April 28, 2025 - Greece
Kardamyli

From Olympia, we drove south along the Peloponnese west coast with the Ionian Sea on our right.  Then we cut across Messenia, past Kalamata town where the delicious Kalamata olives get their name, to the little town of Kardamylia on the Messenian Gulf.

Per Rick Steves, Kardamyli is the gateway to the Mani Peninsula and its best home base.

Our AirBnb was this castle-like building on top of a mountain overlooking the town.

   
The AirBnB looks big but it really wasn't, with two small bedrooms and a small family area & kitchen.  But it was fine for our purposes.
   
You could see the Messenian Gulf and endless olive trees from the patio.
   

We didn't feel like driving back down the mountain to town.  But the little hamlet just down the hill a little had a single restaurant, so we walked down there for dinner.  We found it -- I don't recall that it even had a sign -- and talk about local!  I don't think it even had a menu, but the waitress was friendly, and the food was fine, and the locals didn't give us a hard time.  We would end up seeing the waitress down the hill a couple of times next day.

Here we are hoofing it back up the hill.

   
We encountered farm animals along the way.  Multicolored chickens.
   
Friendly goats.
   
Pretty sunset from our place.
   
 
   
The next morning dawned sunny and bright.
 
Today was pretty much a day of rest.  We took it easy: walked around the small town of Kardamyli -- 230 year-round residents -- checked out a beach, had a nice dinner.
 
Here is a nice view of Kardamyli, taken from an overlook as we drove down the mountain from our AirBnB.
   
A closer-look.
   
 
   
 
   
 
   
Having a relaxing breakfast on Main Street.
   
Then we went on the Rick Steves walking tour of Kardamyli.
   
Kardamyli was not always accessible by roads, so this pier was the main entry point to the town.
   
Panoramic view of the harbor.
   
"The old smokestack marks the site of a once-thriving olive-oil factory.  The oil was shipped from this pier.  The factory has been deserted since the 1950s when a rival company from Kalamata bought it in order to close it and become the region's sole olive-oil producer."  ... Rick Steves
   
Walking along Kardamyli's back streets.
   
 
   
 
   
 
   
By a monument in the main square.  This one is a bust of a general who fought in the Greek War of Independence (1821–1832).
   
From Main Street, we headed up the hill to the fortified compound Old Kardamyli.
   

This settlement, marked by a fortified tower, was established by the first families to return to flat ground at the end of the 17th century (they had been forced into the hills in the Middle Ages by pirates).
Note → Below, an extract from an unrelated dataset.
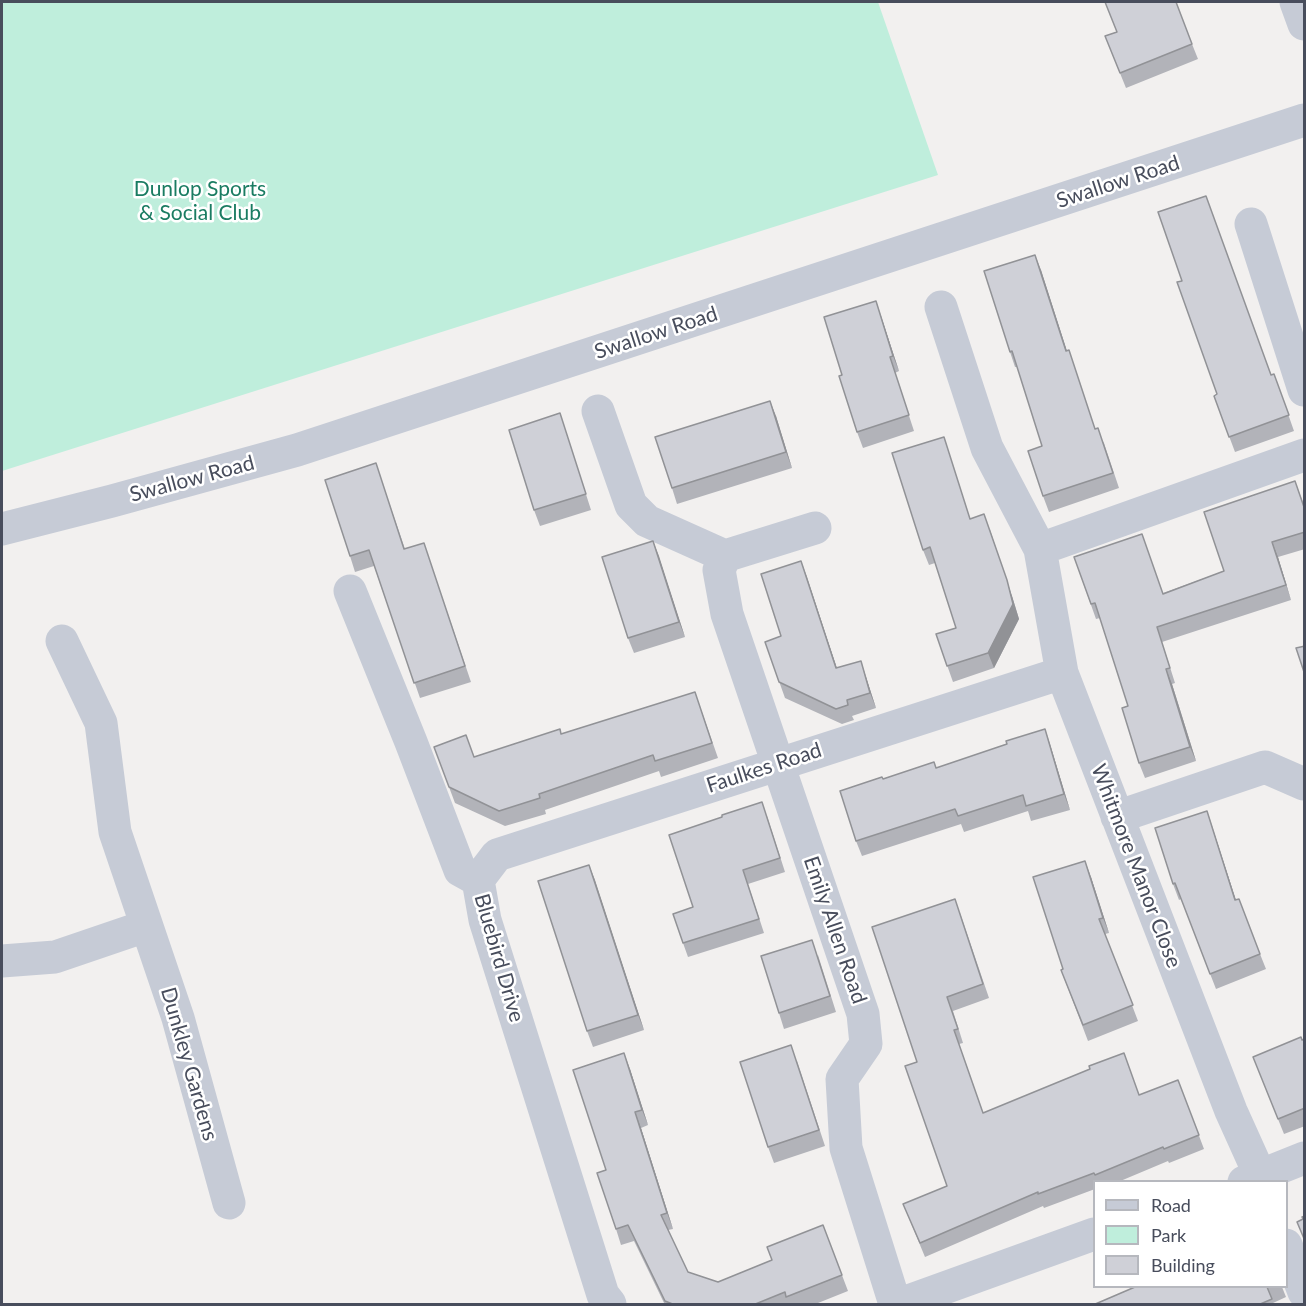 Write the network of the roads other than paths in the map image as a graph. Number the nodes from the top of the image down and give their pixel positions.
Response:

In this era, defense was secured by privately owned towers and the fortified houses of the local rulers.  The tower was the last refuge of the defenders.

   

Looking out a Tower window towards the Gulf.
 
   
A painting from back in the day.  Look at all the towers!  I remember all the towers we saw in the hilltop towns of Italy.
   
Model of the Old Kardamyli complex.
   
The little Church of St. Spyridon, just inside the compound, on the right.
   
We drove south of town to check out one of big pebble beaches.
   
Lynnette showing off her bright pink toenails which she had done just prior to the trip.
   
Big rocks, little rocks.
   

Relaxing on the patio, drinking some Greek wine.  We had dinner at a very nice seafood restaurant in Kardamyli.  Jenny picked out the fish she would have for her dinner.  Many cats were lurking about, hoping for some seafood.

So concludes a  nice relaxing day at Kardamyli.